■ Task details:
Among the lines below, some may contain the string "edges". Say how many do, and give nothing besides the number.

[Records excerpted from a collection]

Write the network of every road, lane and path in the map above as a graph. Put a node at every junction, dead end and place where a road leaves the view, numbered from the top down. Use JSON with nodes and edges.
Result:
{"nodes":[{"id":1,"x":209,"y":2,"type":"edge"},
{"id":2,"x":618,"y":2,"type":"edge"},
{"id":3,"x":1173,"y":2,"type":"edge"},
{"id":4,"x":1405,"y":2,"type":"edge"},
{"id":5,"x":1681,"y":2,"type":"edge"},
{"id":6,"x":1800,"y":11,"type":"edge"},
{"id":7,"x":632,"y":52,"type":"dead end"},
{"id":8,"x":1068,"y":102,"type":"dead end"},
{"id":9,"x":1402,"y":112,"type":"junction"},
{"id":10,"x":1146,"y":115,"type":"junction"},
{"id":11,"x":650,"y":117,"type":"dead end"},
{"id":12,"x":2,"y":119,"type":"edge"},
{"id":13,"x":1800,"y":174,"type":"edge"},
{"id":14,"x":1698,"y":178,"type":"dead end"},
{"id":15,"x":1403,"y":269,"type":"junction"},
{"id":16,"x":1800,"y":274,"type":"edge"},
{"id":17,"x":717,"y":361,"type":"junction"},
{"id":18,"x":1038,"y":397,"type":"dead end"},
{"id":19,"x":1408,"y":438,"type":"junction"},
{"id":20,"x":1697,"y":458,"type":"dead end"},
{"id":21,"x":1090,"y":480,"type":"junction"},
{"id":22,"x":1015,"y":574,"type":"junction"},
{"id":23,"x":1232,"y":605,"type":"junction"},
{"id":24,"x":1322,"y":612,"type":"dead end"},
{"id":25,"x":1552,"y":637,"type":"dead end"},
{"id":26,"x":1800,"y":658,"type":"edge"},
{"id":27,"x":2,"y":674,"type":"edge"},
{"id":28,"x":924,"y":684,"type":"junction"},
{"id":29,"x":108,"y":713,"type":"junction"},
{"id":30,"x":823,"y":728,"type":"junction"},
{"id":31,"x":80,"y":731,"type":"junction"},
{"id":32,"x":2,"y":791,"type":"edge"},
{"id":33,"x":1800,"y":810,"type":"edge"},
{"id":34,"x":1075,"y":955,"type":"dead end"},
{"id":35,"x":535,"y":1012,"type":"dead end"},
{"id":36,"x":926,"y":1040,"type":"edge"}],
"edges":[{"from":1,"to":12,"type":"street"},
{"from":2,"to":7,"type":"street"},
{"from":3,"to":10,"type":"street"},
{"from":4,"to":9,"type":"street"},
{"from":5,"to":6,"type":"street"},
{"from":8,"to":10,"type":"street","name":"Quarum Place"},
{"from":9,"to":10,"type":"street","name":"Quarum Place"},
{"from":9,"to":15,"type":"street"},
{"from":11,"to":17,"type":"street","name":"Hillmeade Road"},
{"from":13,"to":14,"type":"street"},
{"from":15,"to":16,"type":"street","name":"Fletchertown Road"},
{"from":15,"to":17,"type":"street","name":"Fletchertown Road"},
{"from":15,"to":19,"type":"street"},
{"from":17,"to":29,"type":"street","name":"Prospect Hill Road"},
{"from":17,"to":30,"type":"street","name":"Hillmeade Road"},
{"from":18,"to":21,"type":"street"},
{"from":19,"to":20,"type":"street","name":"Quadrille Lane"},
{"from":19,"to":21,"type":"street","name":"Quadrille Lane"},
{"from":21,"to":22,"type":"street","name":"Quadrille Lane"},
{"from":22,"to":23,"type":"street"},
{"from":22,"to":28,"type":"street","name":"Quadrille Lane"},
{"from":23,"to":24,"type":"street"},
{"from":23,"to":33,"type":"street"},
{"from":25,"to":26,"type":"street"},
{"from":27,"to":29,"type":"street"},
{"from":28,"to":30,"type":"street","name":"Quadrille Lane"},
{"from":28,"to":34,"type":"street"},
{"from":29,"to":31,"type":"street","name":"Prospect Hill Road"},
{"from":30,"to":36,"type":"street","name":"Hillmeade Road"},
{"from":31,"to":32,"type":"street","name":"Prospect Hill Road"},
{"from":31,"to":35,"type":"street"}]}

■ Written response:
2